We have a network of trails and great parks in our city of Lynden, and it would be nice if the trails would start to connect to each other. I’m 100 percent behind the upcoming $3 million bond on this Nov. 5 general election ballot to expand the Jim Kaemingk trail and develop three newly acquired parks. It’s good for our kids, it’s good for our families, and it’s good for our city.
We need this type of space now more than we ever did before, especially as our city grows. Get off your smart devices and get out to vote this coming November to approve the Parks & Trails bond. Let’s do this, Lynden!
— Ryan and Michelle Vandriel, Lynden
No new taxes, no new jail
This is a personal statement in support of Joy Gilfilen, Whatcom County Sheriff candidate. As founder of the Restorative CommUnity Coalition in 2006, I had gathered a mountain of information and suspicions about our “justice system” that did not make sense to me. In 2010 when Joy joined us she was unaware of the prison industrial complex that drives the over-incarceration of our citizens at an alarming rate nationwide and locally. Joy took my array of materials, identified patterns and trends, organized, made diagrams and became our president, allowing us to educate the public.

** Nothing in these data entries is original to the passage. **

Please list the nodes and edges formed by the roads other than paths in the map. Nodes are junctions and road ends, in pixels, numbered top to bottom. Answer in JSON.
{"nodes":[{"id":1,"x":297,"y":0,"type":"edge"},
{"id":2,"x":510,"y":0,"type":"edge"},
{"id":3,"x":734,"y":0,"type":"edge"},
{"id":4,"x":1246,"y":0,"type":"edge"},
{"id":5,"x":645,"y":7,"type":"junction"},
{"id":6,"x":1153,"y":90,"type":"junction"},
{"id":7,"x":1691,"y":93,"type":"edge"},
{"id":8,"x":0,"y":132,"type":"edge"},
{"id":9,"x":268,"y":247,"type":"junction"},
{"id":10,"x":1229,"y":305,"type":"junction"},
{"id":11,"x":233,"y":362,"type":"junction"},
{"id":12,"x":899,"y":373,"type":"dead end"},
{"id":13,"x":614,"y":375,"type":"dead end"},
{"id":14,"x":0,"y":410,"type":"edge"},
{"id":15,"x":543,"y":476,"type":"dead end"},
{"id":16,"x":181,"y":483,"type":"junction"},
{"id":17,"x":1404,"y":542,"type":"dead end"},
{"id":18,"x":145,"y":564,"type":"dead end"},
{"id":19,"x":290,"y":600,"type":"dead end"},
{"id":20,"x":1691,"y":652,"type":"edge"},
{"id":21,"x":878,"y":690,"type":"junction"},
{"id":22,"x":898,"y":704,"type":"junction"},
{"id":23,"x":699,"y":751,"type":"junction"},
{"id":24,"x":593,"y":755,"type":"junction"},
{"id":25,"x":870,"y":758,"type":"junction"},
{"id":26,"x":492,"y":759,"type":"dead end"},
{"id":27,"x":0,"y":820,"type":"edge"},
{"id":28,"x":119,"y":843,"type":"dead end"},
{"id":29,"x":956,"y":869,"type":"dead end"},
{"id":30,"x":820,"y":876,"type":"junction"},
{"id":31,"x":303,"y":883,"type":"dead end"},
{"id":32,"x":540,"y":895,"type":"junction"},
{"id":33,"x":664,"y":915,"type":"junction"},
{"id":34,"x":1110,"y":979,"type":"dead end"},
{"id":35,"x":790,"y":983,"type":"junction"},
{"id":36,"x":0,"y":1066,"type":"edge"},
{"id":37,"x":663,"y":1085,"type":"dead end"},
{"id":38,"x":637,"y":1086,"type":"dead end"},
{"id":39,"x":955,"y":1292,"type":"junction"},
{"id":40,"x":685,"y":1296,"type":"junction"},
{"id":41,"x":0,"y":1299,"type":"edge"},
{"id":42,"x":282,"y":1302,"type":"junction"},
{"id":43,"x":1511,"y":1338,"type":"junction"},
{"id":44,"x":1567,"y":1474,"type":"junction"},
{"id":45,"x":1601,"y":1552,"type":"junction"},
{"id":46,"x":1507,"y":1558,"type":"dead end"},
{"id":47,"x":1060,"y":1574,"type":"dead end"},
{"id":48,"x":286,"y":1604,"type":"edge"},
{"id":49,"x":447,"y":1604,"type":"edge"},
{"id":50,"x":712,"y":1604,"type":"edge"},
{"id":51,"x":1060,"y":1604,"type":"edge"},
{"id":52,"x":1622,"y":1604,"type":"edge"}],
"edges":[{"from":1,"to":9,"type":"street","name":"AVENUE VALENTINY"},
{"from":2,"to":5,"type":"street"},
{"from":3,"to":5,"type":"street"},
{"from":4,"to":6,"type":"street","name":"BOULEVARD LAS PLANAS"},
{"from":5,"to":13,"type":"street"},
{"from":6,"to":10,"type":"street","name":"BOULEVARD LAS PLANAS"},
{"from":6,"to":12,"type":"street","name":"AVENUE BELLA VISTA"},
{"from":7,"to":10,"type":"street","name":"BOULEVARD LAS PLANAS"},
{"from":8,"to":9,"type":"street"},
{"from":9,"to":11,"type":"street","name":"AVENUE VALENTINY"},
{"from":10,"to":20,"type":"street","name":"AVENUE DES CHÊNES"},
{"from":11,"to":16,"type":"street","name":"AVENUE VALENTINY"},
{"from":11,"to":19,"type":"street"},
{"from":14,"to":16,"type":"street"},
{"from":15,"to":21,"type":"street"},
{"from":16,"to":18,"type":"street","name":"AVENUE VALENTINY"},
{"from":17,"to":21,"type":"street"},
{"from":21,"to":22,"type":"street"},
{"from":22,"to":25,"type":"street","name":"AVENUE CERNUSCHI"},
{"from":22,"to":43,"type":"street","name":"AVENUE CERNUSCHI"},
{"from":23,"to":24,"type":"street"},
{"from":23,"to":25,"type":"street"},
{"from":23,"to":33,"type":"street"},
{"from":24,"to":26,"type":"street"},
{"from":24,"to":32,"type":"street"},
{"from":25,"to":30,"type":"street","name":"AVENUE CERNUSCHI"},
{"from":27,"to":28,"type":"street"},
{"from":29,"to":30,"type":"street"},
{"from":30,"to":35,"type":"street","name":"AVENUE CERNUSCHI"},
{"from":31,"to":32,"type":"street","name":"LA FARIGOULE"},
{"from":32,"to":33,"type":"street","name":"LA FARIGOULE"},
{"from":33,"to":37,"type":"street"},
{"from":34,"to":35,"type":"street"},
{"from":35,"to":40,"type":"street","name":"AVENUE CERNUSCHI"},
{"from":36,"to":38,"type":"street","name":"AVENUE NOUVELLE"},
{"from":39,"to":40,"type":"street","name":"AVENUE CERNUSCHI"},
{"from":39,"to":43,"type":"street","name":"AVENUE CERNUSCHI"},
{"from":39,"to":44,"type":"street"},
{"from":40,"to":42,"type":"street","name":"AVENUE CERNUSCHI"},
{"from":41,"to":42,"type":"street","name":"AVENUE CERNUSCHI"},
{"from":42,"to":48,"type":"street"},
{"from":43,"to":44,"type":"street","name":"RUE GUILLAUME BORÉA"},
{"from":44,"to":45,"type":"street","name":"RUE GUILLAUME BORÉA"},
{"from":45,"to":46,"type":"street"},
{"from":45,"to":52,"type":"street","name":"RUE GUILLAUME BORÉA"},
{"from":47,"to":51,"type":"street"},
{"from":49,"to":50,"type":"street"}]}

As we have continued to oppose the building of a new jail, we have become aware of many policies and actions that keep our community bound to an archaic and outdated system that keeps us, the taxpayers, over-burdened unnecessarily. We have testified at many meetings over the years, informing those in charge of our research and solutions that can save millions of dollars, lives and resources. Intervention, prevention, education and employment are the keys to a safe community, helping those who are not equipped for success to become functional citizens. Just $1,500 help with housing and case management diverts a former felon from a multi-million-dollar investment in prison for decades.

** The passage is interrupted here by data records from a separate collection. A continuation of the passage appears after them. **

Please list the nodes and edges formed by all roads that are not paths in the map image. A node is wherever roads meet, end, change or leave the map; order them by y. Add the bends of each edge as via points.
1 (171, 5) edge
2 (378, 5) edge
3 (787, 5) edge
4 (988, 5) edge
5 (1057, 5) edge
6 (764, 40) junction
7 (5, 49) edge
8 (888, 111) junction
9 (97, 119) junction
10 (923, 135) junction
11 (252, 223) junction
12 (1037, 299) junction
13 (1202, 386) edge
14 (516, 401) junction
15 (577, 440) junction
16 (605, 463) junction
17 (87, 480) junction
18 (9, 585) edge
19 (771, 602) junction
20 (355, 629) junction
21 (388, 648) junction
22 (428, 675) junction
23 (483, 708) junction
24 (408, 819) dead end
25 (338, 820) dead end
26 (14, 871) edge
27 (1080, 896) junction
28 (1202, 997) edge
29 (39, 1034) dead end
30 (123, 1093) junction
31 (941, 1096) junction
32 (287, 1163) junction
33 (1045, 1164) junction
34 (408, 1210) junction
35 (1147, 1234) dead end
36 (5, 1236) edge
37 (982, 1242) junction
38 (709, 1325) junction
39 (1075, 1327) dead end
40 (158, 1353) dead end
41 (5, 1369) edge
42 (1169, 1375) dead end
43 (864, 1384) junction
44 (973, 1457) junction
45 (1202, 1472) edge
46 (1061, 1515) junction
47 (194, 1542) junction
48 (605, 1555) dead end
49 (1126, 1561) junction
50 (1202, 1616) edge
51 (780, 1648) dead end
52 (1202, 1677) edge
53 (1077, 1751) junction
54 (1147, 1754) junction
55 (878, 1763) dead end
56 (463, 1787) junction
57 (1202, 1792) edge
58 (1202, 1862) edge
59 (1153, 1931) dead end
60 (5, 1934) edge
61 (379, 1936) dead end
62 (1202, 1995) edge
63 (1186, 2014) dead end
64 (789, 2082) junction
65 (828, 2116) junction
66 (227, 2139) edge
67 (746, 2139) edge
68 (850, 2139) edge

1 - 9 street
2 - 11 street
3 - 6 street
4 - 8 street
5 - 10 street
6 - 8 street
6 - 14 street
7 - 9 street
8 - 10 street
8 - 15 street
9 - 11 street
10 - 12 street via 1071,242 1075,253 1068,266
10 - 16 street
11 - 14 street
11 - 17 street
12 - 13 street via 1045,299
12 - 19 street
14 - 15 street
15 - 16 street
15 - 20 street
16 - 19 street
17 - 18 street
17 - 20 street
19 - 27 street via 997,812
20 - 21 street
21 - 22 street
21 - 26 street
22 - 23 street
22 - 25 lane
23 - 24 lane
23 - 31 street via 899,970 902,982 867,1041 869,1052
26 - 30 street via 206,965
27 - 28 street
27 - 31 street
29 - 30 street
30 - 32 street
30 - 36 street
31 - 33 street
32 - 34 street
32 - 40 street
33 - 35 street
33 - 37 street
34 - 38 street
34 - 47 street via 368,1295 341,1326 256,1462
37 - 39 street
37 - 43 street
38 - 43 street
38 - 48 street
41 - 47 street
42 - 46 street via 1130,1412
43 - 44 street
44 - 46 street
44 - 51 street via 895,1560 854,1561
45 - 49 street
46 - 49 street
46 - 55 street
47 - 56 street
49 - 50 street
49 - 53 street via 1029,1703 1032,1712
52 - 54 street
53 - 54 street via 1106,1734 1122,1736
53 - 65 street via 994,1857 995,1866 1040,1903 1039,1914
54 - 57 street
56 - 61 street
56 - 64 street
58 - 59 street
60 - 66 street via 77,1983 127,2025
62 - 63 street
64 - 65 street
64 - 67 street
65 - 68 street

I am pleased to share that without the help of this courageous woman, we as a community would not have the information and solutions that exist as alternatives to the status quo in our “justice system’.” This is Joy’s expertise. She is a businesswoman, working in many fields where her unusual strategies have won the notice of her employers. Her default is solutionary thinking. She is patriotic and is eager to implement change that will allow justice a fair chance.

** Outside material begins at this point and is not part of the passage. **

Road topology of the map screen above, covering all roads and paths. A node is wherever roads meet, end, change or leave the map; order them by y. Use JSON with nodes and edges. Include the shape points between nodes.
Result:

We don’t need a new jail. We pay enough taxes. We need common sense and a new 21st century vision, and Joy has that vision.
I urge you to vote for Joy Gilfilen for Whatcom County Sheriff on Nov. 5 for a safer, healthier community. Go to firstname.lastname@example.org to learn more or volunteer.
— Irene Morgan, Everson
Upcoming gun show
The Lynden Veterans of Foreign Wars Post 9301 honor guard and color guard will be attending the gun show at the Lynden fairgrounds Oct. 12 from 9 a.m. to 5 p.m. and Oct. 13 from 9:30 a.m. to 4 p.m.
Powerful billionaire anti-First and Second Amendment rights forces are trying to destroy the National Rifle Association and our Boy Scouts and Eddie Eagle youth programs. Our forefathers fought to give us these freedoms and the Constitution. Where do you stand? Come talk with us at the gun show and together we can defeat these anti-American, anti-patriotic, anti-Christian organizations.
— Walt DeKraai (World War II Seabee), Lynden
On Bobby Briscoe
Given the historical importance, the economic impact and the overall flavor that the fishing industry has contributed to Whatcom County, we need to make sure that the fishing industry has a high priority in our ports. One way to assure that is to have a lifelong fisherman on the port commission.
Bobby Briscoe has fished since he was young and continues to this day. He will continue to support the needs of the fishermen and the ancillary companies that are vital to the port.
Stick with Bobby, he is doing the job right.